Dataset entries
BEGIN
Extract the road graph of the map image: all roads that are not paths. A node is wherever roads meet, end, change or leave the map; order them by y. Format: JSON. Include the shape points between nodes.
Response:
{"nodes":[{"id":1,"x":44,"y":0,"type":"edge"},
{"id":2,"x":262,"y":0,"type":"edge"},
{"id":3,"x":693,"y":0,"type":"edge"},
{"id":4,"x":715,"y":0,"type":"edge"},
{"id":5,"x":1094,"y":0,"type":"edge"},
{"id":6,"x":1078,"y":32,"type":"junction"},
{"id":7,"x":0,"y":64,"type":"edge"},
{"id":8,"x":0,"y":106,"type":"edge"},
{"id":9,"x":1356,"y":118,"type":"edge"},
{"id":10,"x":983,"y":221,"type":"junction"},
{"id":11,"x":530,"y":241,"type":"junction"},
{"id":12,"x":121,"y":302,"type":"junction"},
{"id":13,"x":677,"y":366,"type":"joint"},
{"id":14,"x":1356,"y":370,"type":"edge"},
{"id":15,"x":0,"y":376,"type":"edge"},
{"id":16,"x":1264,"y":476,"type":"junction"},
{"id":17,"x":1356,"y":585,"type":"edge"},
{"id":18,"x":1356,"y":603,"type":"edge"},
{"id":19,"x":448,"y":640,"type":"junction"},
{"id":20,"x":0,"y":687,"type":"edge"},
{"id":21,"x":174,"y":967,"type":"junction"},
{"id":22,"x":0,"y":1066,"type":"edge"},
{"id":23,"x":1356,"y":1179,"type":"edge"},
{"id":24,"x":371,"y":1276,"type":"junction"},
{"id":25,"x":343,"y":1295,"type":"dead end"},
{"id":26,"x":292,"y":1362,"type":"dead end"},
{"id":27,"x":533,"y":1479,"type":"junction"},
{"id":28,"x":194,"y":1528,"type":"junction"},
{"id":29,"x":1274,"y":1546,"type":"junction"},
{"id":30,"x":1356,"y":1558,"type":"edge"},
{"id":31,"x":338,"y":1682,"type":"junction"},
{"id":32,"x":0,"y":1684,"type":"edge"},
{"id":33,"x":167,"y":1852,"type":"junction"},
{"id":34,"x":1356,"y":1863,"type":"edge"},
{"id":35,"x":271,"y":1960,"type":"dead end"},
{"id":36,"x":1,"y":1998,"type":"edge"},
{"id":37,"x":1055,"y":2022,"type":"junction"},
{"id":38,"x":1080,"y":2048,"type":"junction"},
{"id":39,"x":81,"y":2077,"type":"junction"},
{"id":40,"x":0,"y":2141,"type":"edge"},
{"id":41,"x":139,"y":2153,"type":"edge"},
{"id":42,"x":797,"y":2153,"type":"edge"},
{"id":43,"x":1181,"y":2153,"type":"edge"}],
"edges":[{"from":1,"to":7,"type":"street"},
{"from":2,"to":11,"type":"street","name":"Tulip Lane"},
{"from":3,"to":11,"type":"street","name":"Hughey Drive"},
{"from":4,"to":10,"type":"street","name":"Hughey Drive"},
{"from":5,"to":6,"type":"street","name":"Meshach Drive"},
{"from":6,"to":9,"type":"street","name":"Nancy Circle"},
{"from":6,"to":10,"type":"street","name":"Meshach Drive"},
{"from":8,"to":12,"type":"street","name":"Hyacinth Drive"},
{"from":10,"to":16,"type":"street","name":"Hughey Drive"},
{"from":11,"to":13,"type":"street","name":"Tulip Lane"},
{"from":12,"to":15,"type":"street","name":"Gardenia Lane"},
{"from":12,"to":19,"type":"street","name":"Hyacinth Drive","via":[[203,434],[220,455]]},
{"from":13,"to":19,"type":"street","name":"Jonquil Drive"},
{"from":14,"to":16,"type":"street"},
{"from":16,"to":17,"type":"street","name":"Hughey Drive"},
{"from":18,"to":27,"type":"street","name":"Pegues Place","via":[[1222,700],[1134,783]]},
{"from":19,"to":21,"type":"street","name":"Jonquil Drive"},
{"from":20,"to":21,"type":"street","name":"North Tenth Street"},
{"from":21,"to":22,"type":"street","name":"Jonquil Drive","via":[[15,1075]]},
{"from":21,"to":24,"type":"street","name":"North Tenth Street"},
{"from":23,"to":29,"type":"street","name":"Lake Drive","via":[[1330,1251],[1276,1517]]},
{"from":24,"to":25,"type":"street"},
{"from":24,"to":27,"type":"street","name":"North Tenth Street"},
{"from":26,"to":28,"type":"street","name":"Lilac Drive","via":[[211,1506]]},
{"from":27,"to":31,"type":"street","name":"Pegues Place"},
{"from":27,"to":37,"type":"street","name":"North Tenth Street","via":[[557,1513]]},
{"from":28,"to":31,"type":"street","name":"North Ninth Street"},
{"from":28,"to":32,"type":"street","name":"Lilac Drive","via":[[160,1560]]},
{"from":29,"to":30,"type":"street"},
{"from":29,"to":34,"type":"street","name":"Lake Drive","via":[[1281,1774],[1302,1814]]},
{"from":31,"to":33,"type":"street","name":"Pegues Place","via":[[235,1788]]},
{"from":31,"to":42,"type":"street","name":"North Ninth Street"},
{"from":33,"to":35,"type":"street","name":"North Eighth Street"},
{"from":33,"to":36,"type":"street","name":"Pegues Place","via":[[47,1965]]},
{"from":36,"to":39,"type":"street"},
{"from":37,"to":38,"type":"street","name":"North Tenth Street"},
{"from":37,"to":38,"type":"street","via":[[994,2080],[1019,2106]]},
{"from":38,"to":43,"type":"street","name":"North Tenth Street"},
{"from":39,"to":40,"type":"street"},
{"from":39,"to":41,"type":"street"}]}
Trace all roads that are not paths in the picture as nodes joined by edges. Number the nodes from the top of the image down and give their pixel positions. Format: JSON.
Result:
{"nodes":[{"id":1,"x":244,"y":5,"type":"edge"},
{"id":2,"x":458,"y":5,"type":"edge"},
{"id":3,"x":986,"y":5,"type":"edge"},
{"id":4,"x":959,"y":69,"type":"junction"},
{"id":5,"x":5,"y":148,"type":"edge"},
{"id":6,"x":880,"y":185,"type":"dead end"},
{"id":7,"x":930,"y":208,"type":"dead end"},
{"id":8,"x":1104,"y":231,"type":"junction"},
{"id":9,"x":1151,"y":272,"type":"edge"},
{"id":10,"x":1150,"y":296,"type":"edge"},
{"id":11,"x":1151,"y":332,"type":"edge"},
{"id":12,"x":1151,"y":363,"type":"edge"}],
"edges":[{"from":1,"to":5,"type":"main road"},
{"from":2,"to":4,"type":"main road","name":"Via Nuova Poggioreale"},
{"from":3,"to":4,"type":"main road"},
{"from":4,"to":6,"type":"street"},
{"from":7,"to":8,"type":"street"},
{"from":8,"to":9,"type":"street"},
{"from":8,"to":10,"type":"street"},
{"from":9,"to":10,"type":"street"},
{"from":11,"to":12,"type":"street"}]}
END
▶ _EXERCISE GOAL_
Transcribe all the entries, keeping each one exactly as it is.

▶ _ANSWER SPACE_
Extract the road graph of the map image: all roads that are not paths. A node is wherever roads meet, end, change or leave the map; order them by y. Format: JSON. Include the shape points between nodes.
Response:
{"nodes":[{"id":1,"x":44,"y":0,"type":"edge"},
{"id":2,"x":262,"y":0,"type":"edge"},
{"id":3,"x":693,"y":0,"type":"edge"},
{"id":4,"x":715,"y":0,"type":"edge"},
{"id":5,"x":1094,"y":0,"type":"edge"},
{"id":6,"x":1078,"y":32,"type":"junction"},
{"id":7,"x":0,"y":64,"type":"edge"},
{"id":8,"x":0,"y":106,"type":"edge"},
{"id":9,"x":1356,"y":118,"type":"edge"},
{"id":10,"x":983,"y":221,"type":"junction"},
{"id":11,"x":530,"y":241,"type":"junction"},
{"id":12,"x":121,"y":302,"type":"junction"},
{"id":13,"x":677,"y":366,"type":"joint"},
{"id":14,"x":1356,"y":370,"type":"edge"},
{"id":15,"x":0,"y":376,"type":"edge"},
{"id":16,"x":1264,"y":476,"type":"junction"},
{"id":17,"x":1356,"y":585,"type":"edge"},
{"id":18,"x":1356,"y":603,"type":"edge"},
{"id":19,"x":448,"y":640,"type":"junction"},
{"id":20,"x":0,"y":687,"type":"edge"},
{"id":21,"x":174,"y":967,"type":"junction"},
{"id":22,"x":0,"y":1066,"type":"edge"},
{"id":23,"x":1356,"y":1179,"type":"edge"},
{"id":24,"x":371,"y":1276,"type":"junction"},
{"id":25,"x":343,"y":1295,"type":"dead end"},
{"id":26,"x":292,"y":1362,"type":"dead end"},
{"id":27,"x":533,"y":1479,"type":"junction"},
{"id":28,"x":194,"y":1528,"type":"junction"},
{"id":29,"x":1274,"y":1546,"type":"junction"},
{"id":30,"x":1356,"y":1558,"type":"edge"},
{"id":31,"x":338,"y":1682,"type":"junction"},
{"id":32,"x":0,"y":1684,"type":"edge"},
{"id":33,"x":167,"y":1852,"type":"junction"},
{"id":34,"x":1356,"y":1863,"type":"edge"},
{"id":35,"x":271,"y":1960,"type":"dead end"},
{"id":36,"x":1,"y":1998,"type":"edge"},
{"id":37,"x":1055,"y":2022,"type":"junction"},
{"id":38,"x":1080,"y":2048,"type":"junction"},
{"id":39,"x":81,"y":2077,"type":"junction"},
{"id":40,"x":0,"y":2141,"type":"edge"},
{"id":41,"x":139,"y":2153,"type":"edge"},
{"id":42,"x":797,"y":2153,"type":"edge"},
{"id":43,"x":1181,"y":2153,"type":"edge"}],
"edges":[{"from":1,"to":7,"type":"street"},
{"from":2,"to":11,"type":"street","name":"Tulip Lane"},
{"from":3,"to":11,"type":"street","name":"Hughey Drive"},
{"from":4,"to":10,"type":"street","name":"Hughey Drive"},
{"from":5,"to":6,"type":"street","name":"Meshach Drive"},
{"from":6,"to":9,"type":"street","name":"Nancy Circle"},
{"from":6,"to":10,"type":"street","name":"Meshach Drive"},
{"from":8,"to":12,"type":"street","name":"Hyacinth Drive"},
{"from":10,"to":16,"type":"street","name":"Hughey Drive"},
{"from":11,"to":13,"type":"street","name":"Tulip Lane"},
{"from":12,"to":15,"type":"street","name":"Gardenia Lane"},
{"from":12,"to":19,"type":"street","name":"Hyacinth Drive","via":[[203,434],[220,455]]},
{"from":13,"to":19,"type":"street","name":"Jonquil Drive"},
{"from":14,"to":16,"type":"street"},
{"from":16,"to":17,"type":"street","name":"Hughey Drive"},
{"from":18,"to":27,"type":"street","name":"Pegues Place","via":[[1222,700],[1134,783]]},
{"from":19,"to":21,"type":"street","name":"Jonquil Drive"},
{"from":20,"to":21,"type":"street","name":"North Tenth Street"},
{"from":21,"to":22,"type":"street","name":"Jonquil Drive","via":[[15,1075]]},
{"from":21,"to":24,"type":"street","name":"North Tenth Street"},
{"from":23,"to":29,"type":"street","name":"Lake Drive","via":[[1330,1251],[1276,1517]]},
{"from":24,"to":25,"type":"street"},
{"from":24,"to":27,"type":"street","name":"North Tenth Street"},
{"from":26,"to":28,"type":"street","name":"Lilac Drive","via":[[211,1506]]},
{"from":27,"to":31,"type":"street","name":"Pegues Place"},
{"from":27,"to":37,"type":"street","name":"North Tenth Street","via":[[557,1513]]},
{"from":28,"to":31,"type":"street","name":"North Ninth Street"},
{"from":28,"to":32,"type":"street","name":"Lilac Drive","via":[[160,1560]]},
{"from":29,"to":30,"type":"street"},
{"from":29,"to":34,"type":"street","name":"Lake Drive","via":[[1281,1774],[1302,1814]]},
{"from":31,"to":33,"type":"street","name":"Pegues Place","via":[[235,1788]]},
{"from":31,"to":42,"type":"street","name":"North Ninth Street"},
{"from":33,"to":35,"type":"street","name":"North Eighth Street"},
{"from":33,"to":36,"type":"street","name":"Pegues Place","via":[[47,1965]]},
{"from":36,"to":39,"type":"street"},
{"from":37,"to":38,"type":"street","name":"North Tenth Street"},
{"from":37,"to":38,"type":"street","via":[[994,2080],[1019,2106]]},
{"from":38,"to":43,"type":"street","name":"North Tenth Street"},
{"from":39,"to":40,"type":"street"},
{"from":39,"to":41,"type":"street"}]}
Trace all roads that are not paths in the picture as nodes joined by edges. Number the nodes from the top of the image down and give their pixel positions. Format: JSON.
Result:
{"nodes":[{"id":1,"x":244,"y":5,"type":"edge"},
{"id":2,"x":458,"y":5,"type":"edge"},
{"id":3,"x":986,"y":5,"type":"edge"},
{"id":4,"x":959,"y":69,"type":"junction"},
{"id":5,"x":5,"y":148,"type":"edge"},
{"id":6,"x":880,"y":185,"type":"dead end"},
{"id":7,"x":930,"y":208,"type":"dead end"},
{"id":8,"x":1104,"y":231,"type":"junction"},
{"id":9,"x":1151,"y":272,"type":"edge"},
{"id":10,"x":1150,"y":296,"type":"edge"},
{"id":11,"x":1151,"y":332,"type":"edge"},
{"id":12,"x":1151,"y":363,"type":"edge"}],
"edges":[{"from":1,"to":5,"type":"main road"},
{"from":2,"to":4,"type":"main road","name":"Via Nuova Poggioreale"},
{"from":3,"to":4,"type":"main road"},
{"from":4,"to":6,"type":"street"},
{"from":7,"to":8,"type":"street"},
{"from":8,"to":9,"type":"street"},
{"from":8,"to":10,"type":"street"},
{"from":9,"to":10,"type":"street"},
{"from":11,"to":12,"type":"street"}]}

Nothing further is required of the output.